** Input material follows **

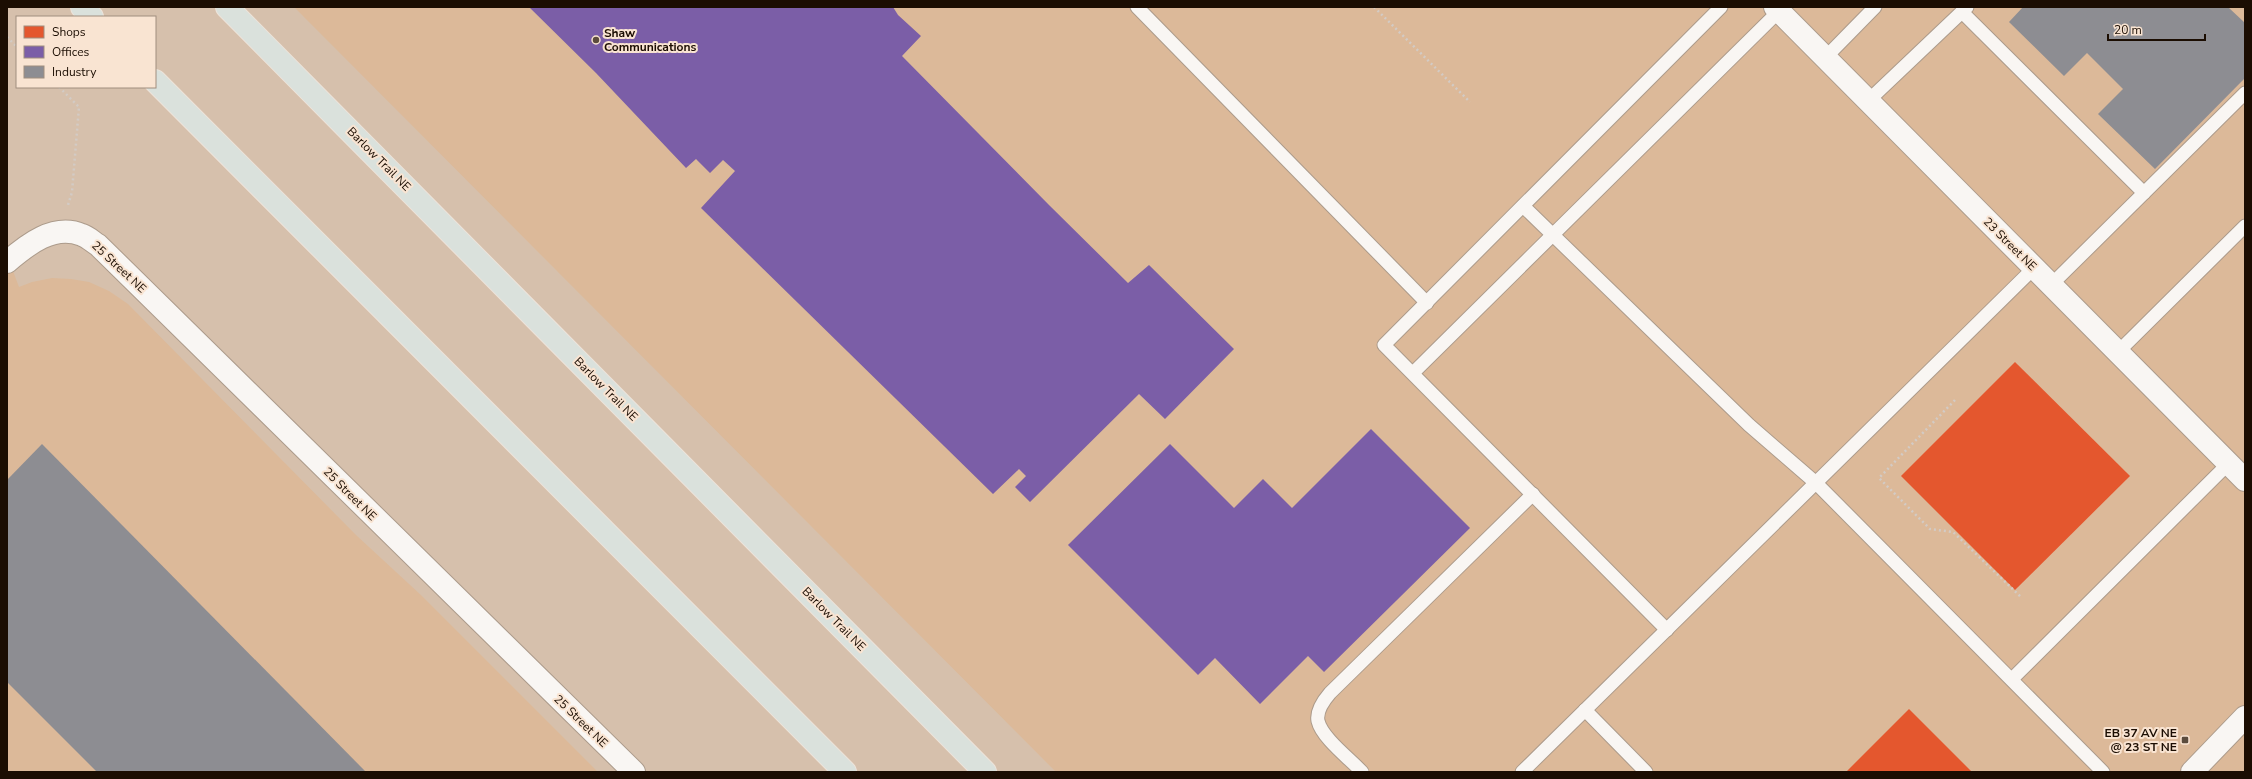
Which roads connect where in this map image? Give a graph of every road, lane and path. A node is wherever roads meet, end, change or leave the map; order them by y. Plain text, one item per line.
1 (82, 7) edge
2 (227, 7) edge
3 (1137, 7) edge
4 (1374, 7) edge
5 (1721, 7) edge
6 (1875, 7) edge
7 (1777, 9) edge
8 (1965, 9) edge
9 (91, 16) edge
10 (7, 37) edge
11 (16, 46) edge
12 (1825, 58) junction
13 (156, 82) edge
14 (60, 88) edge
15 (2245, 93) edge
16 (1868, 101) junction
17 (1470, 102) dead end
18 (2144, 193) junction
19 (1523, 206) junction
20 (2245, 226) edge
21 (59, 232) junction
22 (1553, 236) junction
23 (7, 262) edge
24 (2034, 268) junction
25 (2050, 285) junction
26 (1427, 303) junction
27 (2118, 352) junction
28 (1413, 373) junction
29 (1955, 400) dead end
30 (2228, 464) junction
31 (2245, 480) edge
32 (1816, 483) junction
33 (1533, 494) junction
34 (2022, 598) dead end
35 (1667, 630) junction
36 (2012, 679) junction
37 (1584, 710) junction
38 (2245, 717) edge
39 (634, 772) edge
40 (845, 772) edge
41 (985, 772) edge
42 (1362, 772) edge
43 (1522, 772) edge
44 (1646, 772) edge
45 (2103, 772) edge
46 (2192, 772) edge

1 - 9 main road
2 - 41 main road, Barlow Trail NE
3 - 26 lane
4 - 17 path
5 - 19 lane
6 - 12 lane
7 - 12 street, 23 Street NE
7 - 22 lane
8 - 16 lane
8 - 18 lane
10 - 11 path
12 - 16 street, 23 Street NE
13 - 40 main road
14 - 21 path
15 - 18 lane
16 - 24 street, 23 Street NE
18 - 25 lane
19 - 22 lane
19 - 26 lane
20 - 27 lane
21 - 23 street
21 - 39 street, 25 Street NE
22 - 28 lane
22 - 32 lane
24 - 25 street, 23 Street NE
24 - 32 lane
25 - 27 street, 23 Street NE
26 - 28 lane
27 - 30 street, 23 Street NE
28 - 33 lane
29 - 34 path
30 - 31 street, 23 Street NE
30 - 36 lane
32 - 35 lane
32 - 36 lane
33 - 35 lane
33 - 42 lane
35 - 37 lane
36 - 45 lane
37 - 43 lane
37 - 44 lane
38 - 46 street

** End of Input material **

No picture belongs in the copy. Print every entry above exactly as it stands.

Reply
Which roads connect where in this map image? Give a graph of every road, lane and path. A node is wherever roads meet, end, change or leave the map; order them by y. Plain text, one item per line.
1 (82, 7) edge
2 (227, 7) edge
3 (1137, 7) edge
4 (1374, 7) edge
5 (1721, 7) edge
6 (1875, 7) edge
7 (1777, 9) edge
8 (1965, 9) edge
9 (91, 16) edge
10 (7, 37) edge
11 (16, 46) edge
12 (1825, 58) junction
13 (156, 82) edge
14 (60, 88) edge
15 (2245, 93) edge
16 (1868, 101) junction
17 (1470, 102) dead end
18 (2144, 193) junction
19 (1523, 206) junction
20 (2245, 226) edge
21 (59, 232) junction
22 (1553, 236) junction
23 (7, 262) edge
24 (2034, 268) junction
25 (2050, 285) junction
26 (1427, 303) junction
27 (2118, 352) junction
28 (1413, 373) junction
29 (1955, 400) dead end
30 (2228, 464) junction
31 (2245, 480) edge
32 (1816, 483) junction
33 (1533, 494) junction
34 (2022, 598) dead end
35 (1667, 630) junction
36 (2012, 679) junction
37 (1584, 710) junction
38 (2245, 717) edge
39 (634, 772) edge
40 (845, 772) edge
41 (985, 772) edge
42 (1362, 772) edge
43 (1522, 772) edge
44 (1646, 772) edge
45 (2103, 772) edge
46 (2192, 772) edge

1 - 9 main road
2 - 41 main road, Barlow Trail NE
3 - 26 lane
4 - 17 path
5 - 19 lane
6 - 12 lane
7 - 12 street, 23 Street NE
7 - 22 lane
8 - 16 lane
8 - 18 lane
10 - 11 path
12 - 16 street, 23 Street NE
13 - 40 main road
14 - 21 path
15 - 18 lane
16 - 24 street, 23 Street NE
18 - 25 lane
19 - 22 lane
19 - 26 lane
20 - 27 lane
21 - 23 street
21 - 39 street, 25 Street NE
22 - 28 lane
22 - 32 lane
24 - 25 street, 23 Street NE
24 - 32 lane
25 - 27 street, 23 Street NE
26 - 28 lane
27 - 30 street, 23 Street NE
28 - 33 lane
29 - 34 path
30 - 31 street, 23 Street NE
30 - 36 lane
32 - 35 lane
32 - 36 lane
33 - 35 lane
33 - 42 lane
35 - 37 lane
36 - 45 lane
37 - 43 lane
37 - 44 lane
38 - 46 street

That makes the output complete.